* _Information_:
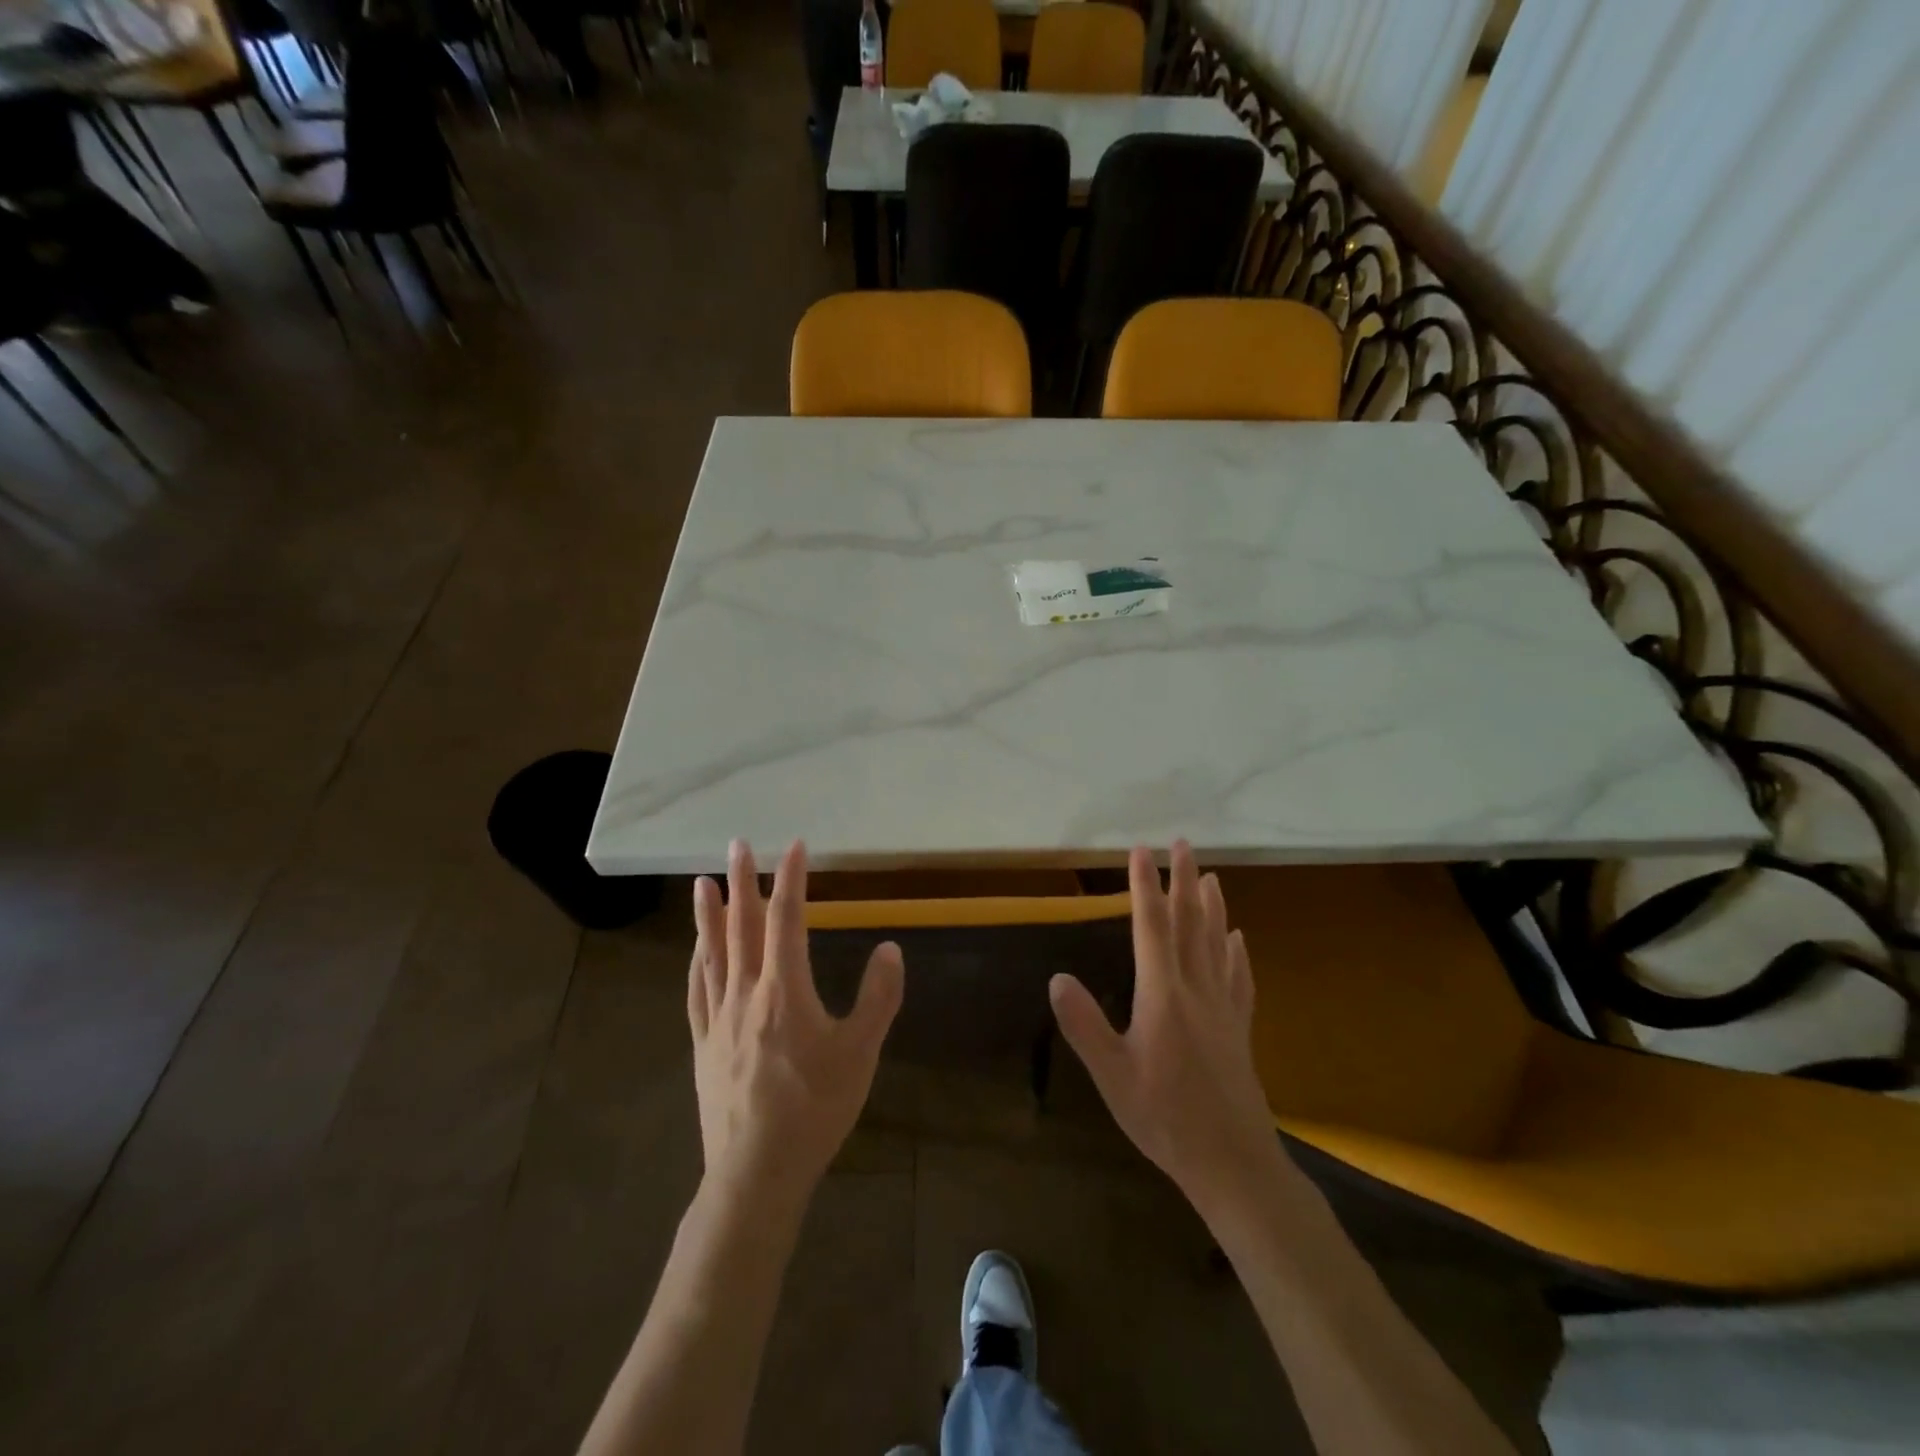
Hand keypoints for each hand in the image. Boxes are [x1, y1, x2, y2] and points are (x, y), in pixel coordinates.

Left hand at [688, 839, 903, 1214]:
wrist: (756, 1172)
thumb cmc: (815, 1108)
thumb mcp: (860, 1053)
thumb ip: (878, 998)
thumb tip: (890, 948)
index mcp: (784, 991)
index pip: (787, 920)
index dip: (791, 879)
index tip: (795, 846)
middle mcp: (746, 994)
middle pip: (742, 927)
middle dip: (742, 882)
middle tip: (737, 845)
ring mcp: (718, 1019)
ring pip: (712, 954)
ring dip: (709, 914)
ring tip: (703, 882)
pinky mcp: (703, 1045)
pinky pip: (696, 991)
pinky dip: (696, 962)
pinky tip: (695, 950)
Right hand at [1049, 842, 1281, 1217]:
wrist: (1233, 1163)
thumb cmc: (1164, 1118)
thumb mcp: (1112, 1076)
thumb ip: (1084, 1025)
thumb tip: (1056, 977)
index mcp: (1162, 995)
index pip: (1151, 927)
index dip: (1144, 886)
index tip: (1142, 850)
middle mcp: (1196, 990)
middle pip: (1191, 924)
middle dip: (1184, 880)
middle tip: (1183, 843)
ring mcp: (1223, 1008)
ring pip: (1218, 944)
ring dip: (1213, 906)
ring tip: (1211, 876)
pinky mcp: (1239, 1029)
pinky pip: (1239, 978)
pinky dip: (1237, 952)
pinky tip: (1239, 939)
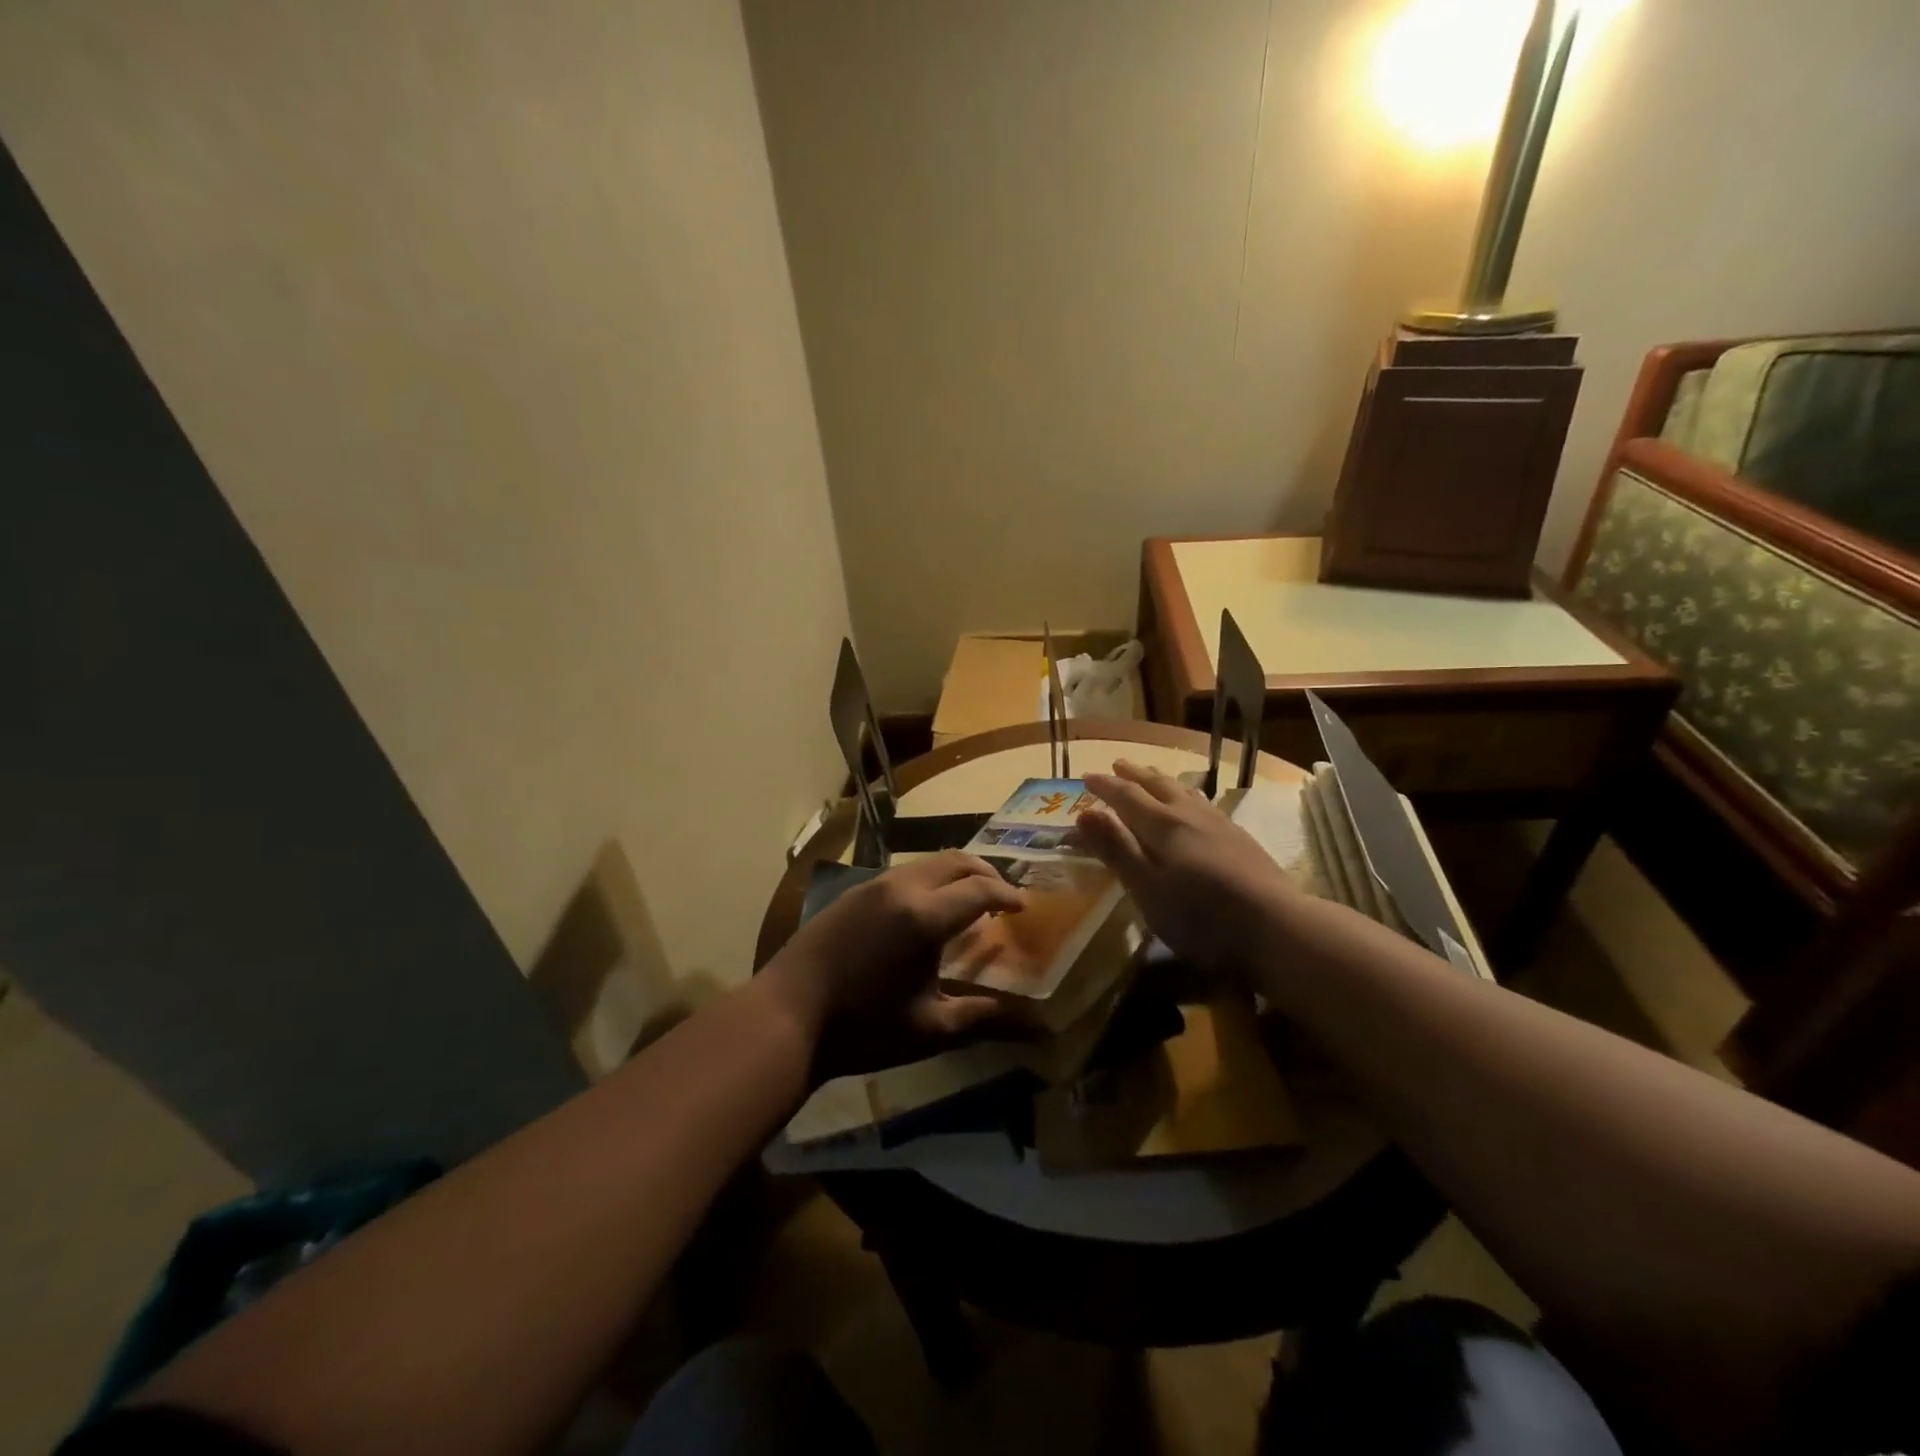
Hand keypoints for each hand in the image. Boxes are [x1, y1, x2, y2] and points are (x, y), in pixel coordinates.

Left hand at [758, 851, 1027, 1081]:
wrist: (786, 1016)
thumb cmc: (861, 1028)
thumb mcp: (928, 1029)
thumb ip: (980, 1017)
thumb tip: (1032, 1026)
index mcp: (924, 917)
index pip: (980, 889)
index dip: (1007, 894)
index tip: (1023, 906)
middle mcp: (901, 888)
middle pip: (955, 860)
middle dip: (985, 871)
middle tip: (1002, 894)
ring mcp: (872, 885)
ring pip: (927, 863)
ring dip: (955, 873)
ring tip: (968, 899)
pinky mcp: (852, 891)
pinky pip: (903, 873)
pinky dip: (929, 880)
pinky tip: (926, 909)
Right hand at [1075, 760, 1299, 974]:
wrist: (1276, 926)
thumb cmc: (1200, 914)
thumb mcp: (1146, 888)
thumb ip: (1116, 849)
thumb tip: (1083, 812)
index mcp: (1162, 825)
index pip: (1127, 796)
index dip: (1106, 786)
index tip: (1087, 776)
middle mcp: (1189, 815)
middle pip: (1158, 785)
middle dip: (1135, 774)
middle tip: (1118, 764)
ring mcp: (1219, 824)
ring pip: (1185, 791)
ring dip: (1162, 779)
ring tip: (1153, 774)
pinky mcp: (1241, 838)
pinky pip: (1204, 802)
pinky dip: (1188, 794)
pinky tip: (1195, 805)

* _Exercise requirements_:
Each entry must be reproduced word for word, and any image among them left out.

* _Answer section_:
Hand keypoints for each hand in the image. Boxes are [x1, y1, x2, y2] and points are (x, y), in pixel coordinates.

Left hand at [688, 839, 903, 1214]:
wrist: (756, 1172)
thumb cmc: (815, 1108)
thumb mcp: (860, 1053)
thumb ip: (878, 998)
thumb tip: (890, 948)
index mcp: (784, 991)
index pip: (787, 920)
index dip: (791, 879)
index tip: (795, 846)
middle mcp: (746, 994)
middle pip: (742, 927)
middle dip: (742, 882)
middle tip: (737, 845)
ring mcp: (718, 1019)
ring pip: (712, 954)
ring dip: (709, 914)
ring tip: (703, 882)
pinky mcp: (703, 1045)
pinky pip: (696, 991)
pinky dip: (696, 962)
pinky tip: (695, 950)
Right hand at [1049, 842, 1281, 1217]:
wrist: (1233, 1163)
thumb cmc: (1164, 1118)
thumb mcp: (1112, 1076)
thumb ip: (1084, 1025)
thumb tip: (1056, 977)
index mcp: (1162, 995)
index pip: (1151, 927)
index dip: (1144, 886)
index tip: (1142, 850)
middle mcp: (1196, 990)
middle pip: (1191, 924)
middle dip: (1184, 880)
middle tip: (1183, 843)
ring mcp: (1223, 1008)
ring pip: (1218, 944)
ring dip: (1213, 906)
ring tip: (1211, 876)
pinky mcp: (1239, 1029)
pinky pip: (1239, 978)
pinky dip: (1237, 952)
pinky tip: (1239, 939)
Hand keypoints for each hand in the image. Boxes are [x1, y1, x2, y2] and points are (x, y), in pixel coordinates.

Left hand at [758, 851, 1027, 1081]:
wrist: (786, 1016)
thumb cmc: (861, 1028)
thumb mcp: (928, 1029)
thumb ip: (980, 1017)
thumb tip: (1032, 1026)
index mcp: (924, 917)
index pip: (980, 889)
index dip: (1007, 894)
index tip: (1023, 906)
middle mcp: (901, 888)
middle pip: (955, 860)
middle dip: (985, 871)
middle tip: (1002, 894)
ring mcp: (872, 885)
ring pip: (927, 863)
ring dip: (955, 873)
ring tip: (968, 899)
pinky mcp: (852, 891)
pinky pip: (903, 873)
pinky dip: (929, 880)
pinky tip: (926, 909)
Right hand at [1075, 760, 1299, 974]:
wrist: (1276, 926)
thumb cmc: (1200, 914)
thumb mcp: (1146, 888)
thumb ip: (1116, 849)
thumb tip: (1083, 812)
index mcp: (1162, 825)
index pip: (1127, 796)
index dip: (1106, 786)
index tip: (1087, 776)
middle mcp: (1189, 815)
middle pip: (1158, 785)
middle dip: (1135, 774)
middle tip: (1118, 764)
ring mcp: (1219, 824)
ring pip: (1185, 791)
ring dip: (1162, 779)
ring tip: (1153, 774)
pinky mcp: (1241, 838)
pinky pip: (1204, 802)
pinky dip: (1188, 794)
pinky tip: (1195, 805)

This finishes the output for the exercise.